Coucou, fais-moi peur
La peur est une émotion universelle, qu’éprouvent les enfants très jeunes :
- - la peur de la mer : engloutissement, dévoration.
- - la peur de la nuit, la peur du noir, où l’enfant n’a plus la même représentation de l’espace, où le moindre craquement de plancher fait penser à un monstre.
- - la peur du loup et des monstres (sorcière, robot) : l’angoisse d’être broyé, avalé, morcelé.
La peur provoque à la fois l’inquiétude et l’excitation. L’enfant, face à la mer, s’enfuit .. et revient quand la vague décroît. Il apprivoise sa peur.

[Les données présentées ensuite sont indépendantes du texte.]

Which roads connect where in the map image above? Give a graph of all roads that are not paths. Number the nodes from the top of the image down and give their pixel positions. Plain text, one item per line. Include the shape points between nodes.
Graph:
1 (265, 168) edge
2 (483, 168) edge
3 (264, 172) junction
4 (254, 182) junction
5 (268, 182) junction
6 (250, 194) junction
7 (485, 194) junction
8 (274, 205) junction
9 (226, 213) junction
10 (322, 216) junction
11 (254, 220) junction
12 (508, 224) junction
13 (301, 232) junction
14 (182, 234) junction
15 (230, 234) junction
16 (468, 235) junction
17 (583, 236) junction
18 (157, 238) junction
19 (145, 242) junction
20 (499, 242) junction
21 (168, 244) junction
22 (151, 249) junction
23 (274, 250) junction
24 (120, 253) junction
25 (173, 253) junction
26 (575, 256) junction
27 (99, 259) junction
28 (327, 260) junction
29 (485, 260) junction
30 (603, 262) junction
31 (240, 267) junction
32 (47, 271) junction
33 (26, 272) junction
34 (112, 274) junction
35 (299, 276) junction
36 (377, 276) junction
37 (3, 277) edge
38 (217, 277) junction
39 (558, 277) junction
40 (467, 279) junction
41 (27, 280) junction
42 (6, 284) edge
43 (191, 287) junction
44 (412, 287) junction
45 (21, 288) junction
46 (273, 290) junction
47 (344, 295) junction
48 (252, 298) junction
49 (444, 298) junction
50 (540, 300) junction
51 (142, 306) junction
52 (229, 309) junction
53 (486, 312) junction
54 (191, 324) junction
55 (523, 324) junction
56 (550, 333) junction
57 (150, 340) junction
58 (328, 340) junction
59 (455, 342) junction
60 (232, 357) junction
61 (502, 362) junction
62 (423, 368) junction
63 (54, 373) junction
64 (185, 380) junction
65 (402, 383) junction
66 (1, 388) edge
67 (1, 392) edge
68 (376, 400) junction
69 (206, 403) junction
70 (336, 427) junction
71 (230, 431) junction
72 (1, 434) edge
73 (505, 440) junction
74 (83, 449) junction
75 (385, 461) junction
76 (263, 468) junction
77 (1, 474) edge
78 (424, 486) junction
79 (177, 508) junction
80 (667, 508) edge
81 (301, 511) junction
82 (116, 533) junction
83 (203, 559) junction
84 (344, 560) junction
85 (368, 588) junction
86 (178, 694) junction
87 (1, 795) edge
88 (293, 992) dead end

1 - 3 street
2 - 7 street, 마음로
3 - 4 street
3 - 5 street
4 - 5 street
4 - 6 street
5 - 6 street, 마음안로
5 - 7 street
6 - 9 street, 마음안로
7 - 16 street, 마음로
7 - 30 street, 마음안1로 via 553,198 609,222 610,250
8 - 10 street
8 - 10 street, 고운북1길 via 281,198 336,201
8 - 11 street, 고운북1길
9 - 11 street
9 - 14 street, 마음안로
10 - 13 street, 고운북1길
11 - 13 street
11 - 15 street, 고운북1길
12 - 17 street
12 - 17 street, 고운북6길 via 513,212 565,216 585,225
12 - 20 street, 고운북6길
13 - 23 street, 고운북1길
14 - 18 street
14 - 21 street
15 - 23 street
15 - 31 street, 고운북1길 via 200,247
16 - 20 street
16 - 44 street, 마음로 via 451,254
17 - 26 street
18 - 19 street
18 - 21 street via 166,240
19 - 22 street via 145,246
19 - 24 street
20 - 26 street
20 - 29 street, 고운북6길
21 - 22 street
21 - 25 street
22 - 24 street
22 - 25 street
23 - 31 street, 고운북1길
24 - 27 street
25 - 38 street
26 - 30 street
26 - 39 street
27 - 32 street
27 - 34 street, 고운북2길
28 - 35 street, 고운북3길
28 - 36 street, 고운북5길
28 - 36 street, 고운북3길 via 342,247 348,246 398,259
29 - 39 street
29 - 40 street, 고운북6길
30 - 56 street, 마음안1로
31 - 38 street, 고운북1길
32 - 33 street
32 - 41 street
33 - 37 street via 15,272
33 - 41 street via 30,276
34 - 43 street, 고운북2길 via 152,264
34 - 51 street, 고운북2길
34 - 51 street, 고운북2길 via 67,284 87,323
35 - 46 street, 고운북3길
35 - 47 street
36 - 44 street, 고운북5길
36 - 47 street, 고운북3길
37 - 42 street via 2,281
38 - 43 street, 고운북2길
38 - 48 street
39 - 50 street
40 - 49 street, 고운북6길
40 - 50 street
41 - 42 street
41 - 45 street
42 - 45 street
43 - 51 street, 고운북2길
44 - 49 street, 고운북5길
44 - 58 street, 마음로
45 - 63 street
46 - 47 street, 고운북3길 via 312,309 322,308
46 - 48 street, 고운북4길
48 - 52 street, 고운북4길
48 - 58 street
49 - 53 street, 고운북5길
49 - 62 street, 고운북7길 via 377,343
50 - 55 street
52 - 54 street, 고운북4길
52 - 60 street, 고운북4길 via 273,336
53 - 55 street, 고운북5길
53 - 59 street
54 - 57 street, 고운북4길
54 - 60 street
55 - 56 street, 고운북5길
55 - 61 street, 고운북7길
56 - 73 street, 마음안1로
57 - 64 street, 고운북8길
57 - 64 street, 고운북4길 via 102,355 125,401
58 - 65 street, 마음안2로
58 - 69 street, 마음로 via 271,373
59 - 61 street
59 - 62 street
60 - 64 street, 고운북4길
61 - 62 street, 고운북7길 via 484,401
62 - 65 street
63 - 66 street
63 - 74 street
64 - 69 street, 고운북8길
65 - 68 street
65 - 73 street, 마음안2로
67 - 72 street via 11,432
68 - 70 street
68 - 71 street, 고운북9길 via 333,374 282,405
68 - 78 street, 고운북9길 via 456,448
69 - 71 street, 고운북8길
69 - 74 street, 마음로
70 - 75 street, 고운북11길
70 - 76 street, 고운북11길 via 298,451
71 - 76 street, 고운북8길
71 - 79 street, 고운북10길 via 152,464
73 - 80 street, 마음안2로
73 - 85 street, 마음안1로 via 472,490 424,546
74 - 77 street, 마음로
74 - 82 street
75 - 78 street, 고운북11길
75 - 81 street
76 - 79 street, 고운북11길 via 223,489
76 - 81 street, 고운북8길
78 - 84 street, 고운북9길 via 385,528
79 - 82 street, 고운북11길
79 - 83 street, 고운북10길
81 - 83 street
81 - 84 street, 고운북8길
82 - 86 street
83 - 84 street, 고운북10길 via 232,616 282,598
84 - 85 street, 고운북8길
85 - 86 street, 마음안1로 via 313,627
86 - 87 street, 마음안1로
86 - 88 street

La peur est utile, pour éviter à l’enfant de se brûler ou de passer par la fenêtre. La peur peut être expérimentée par le biais des contes et des livres en général. Les contes aident les enfants à accepter les émotions. Avec « Le Petit Poucet » par exemple, ils expérimentent l’abandon par les parents, la nécessité de se débrouiller seul dans une forêt immense, de faire preuve d’initiative , d’astuce (et quel bonheur quand ça se termine bien !). Avec « Cendrillon » l’enfant peut revivre des situations de conflit qu’il a connues avec ses frères et soeurs. Les livres permettent à l’enfant d’expérimenter diverses situations, d’exorciser sa peur, de ressentir physiquement les symptômes de la peur et de trouver la sécurité sur les genoux de maman ou les bras de papa. Delphine Hervier dit que la peur, chez l’enfant, est à la fois redoutée et attendue. Avec les jeux de « coucou, me-voilà » de cache-cache, l’enfant maîtrise mieux l’émotion de la séparation, et voit que l’adulte, lui aussi, peut se retrouver seul, perdu
Les adolescents sont friands aussi de cette littérature de peur. Et les adultes qui aiment les films d’horreur ou les thriller sont également à ce stade : avoir peur, bien assis sur son fauteuil, et retrouver le soleil au sortir de la salle.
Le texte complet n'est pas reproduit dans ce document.